Data Collector is the component that accepts reports from testing and code analysis tools. You can configure Data Collector’s default storage and upload limits to meet data requirements for your organization.
In this section:
Configuring the Report Storage Threshold
When Data Collector receives and processes files from analyzers, a report file is processed and moved to the <DTP_DATA_DIR>/data/_DEFAULT_/dc/stored
folder. This folder contains subfolders that are structured according to a YEAR/MONTH/DAY/XXX/YYY format where XXX and YYY are integer values. The values are calculated based on file name.
You can set a maximum size for the stored folder and DTP will automatically prune older entries. This configuration only applies to the XML reports stored in DTP, not the build details retention settings (see Configuring Build Details Retention Settings).

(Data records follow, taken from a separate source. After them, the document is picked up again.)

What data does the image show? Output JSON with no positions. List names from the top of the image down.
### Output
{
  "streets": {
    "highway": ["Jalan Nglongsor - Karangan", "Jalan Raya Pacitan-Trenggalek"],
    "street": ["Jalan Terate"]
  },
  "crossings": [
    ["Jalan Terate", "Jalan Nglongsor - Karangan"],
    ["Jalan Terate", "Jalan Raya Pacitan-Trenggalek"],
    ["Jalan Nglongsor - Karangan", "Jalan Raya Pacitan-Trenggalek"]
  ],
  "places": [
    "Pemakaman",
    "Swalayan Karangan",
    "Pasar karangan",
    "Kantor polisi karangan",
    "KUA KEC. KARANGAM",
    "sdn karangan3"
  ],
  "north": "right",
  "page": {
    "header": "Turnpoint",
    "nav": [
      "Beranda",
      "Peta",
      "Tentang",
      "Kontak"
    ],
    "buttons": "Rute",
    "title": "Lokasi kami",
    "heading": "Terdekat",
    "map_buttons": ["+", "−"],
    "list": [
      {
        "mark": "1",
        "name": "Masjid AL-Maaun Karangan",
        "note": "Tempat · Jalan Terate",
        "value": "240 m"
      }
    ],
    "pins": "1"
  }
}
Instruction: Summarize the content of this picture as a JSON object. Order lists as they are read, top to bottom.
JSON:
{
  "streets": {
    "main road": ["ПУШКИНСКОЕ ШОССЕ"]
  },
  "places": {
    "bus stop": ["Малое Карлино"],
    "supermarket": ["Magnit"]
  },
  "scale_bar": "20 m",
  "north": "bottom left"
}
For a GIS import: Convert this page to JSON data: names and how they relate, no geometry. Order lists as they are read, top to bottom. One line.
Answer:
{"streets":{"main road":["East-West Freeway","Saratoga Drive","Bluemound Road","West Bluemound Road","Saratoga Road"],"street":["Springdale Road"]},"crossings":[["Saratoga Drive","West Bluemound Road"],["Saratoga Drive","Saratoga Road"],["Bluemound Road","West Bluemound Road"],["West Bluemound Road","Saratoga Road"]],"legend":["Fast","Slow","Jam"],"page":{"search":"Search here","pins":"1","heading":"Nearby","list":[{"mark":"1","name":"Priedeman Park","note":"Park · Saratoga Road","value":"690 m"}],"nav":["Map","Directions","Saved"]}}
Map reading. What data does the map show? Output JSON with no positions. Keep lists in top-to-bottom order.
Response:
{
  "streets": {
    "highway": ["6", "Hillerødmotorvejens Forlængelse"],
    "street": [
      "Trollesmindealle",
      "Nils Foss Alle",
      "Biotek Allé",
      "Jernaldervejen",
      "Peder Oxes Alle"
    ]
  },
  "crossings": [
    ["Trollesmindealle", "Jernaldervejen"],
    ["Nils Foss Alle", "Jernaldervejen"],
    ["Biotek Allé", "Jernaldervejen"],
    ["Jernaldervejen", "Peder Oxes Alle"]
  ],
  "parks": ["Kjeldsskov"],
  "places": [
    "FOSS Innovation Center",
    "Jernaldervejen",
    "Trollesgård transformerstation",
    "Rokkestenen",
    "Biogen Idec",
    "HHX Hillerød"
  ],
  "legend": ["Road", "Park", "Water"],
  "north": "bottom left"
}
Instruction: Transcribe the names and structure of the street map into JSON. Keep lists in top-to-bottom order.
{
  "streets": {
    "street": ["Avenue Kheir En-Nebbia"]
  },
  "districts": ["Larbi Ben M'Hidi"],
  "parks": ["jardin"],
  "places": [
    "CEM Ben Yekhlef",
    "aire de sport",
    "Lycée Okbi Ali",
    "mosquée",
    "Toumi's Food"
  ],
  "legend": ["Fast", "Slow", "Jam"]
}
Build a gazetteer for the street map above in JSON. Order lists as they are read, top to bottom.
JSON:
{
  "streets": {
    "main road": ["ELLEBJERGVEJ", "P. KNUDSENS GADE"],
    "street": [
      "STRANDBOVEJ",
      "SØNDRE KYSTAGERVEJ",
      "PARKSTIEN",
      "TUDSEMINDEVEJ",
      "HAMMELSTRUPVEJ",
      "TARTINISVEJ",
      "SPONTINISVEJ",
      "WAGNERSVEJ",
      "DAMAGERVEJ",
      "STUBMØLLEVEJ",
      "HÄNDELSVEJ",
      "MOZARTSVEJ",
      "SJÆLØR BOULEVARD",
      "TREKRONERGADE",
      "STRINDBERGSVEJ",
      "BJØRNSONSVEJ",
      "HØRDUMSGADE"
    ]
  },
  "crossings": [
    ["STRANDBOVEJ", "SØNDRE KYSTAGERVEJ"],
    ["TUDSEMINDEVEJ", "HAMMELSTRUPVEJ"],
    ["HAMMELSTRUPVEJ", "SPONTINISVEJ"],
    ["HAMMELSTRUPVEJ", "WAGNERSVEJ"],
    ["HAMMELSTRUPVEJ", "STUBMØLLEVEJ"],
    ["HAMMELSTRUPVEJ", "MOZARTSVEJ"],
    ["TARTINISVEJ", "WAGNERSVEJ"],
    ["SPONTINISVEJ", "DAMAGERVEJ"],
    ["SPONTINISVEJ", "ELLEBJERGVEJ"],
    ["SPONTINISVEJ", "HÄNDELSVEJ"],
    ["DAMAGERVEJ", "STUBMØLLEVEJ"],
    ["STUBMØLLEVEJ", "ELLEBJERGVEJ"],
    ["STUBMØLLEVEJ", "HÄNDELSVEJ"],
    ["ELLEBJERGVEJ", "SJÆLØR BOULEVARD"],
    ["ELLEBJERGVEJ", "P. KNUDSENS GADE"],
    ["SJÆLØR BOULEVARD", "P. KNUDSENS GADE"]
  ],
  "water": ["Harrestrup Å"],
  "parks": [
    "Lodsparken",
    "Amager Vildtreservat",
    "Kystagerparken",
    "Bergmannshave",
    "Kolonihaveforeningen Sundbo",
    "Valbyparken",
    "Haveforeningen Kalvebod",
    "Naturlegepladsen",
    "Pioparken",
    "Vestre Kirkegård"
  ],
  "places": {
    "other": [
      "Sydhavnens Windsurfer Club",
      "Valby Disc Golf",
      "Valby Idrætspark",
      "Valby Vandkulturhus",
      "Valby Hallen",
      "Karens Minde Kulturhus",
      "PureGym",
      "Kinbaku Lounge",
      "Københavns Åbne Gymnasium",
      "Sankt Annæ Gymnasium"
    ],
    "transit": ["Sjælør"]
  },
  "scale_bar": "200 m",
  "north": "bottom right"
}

Open the DCConfig.xml file located in the
<DTP_DATA_DIR>/grs/config/
directory and locate the following entries:<stored-folder> <max-size>20</max-size> <size-to-clean>5</size-to-clean> </stored-folder>
- Change the value for the
<max-size>
property (in GB) to an acceptable maximum storage capacity; the default is 50 GB. - Change the value for the
<size-to-clean>
property (in GB) to the amount of data you want pruned when the maximum capacity is reached; the default is 5 GB. - Save the file.
If these entries do not appear in the DCConfig.xml file, then the defaults will be used.
Configuring the Maximum Size of Report Uploads
By default, the maximum size of the XML report file that Data Collector can accept is 512M. You can change the limit by modifying JAVA_DC_CONFIG_ARGS parameter located in the <DTP_INSTALL>/bin/variables
file. For example:
JAVA_DC_CONFIG_ARGS=" -Dcom.parasoft.sdm.api.rawstorage.datacollector.uploadMaxSize=1024"
Configuring Data Collector to Log User Information with DTP Requests and Responses
If you are upgrading from DTP 2022.2 or earlier, you can configure Tomcat to log user information along with each request and response. This is necessary for some users to be in compliance with certain regulations. This is unnecessary for new installs of DTP 2023.1 or later.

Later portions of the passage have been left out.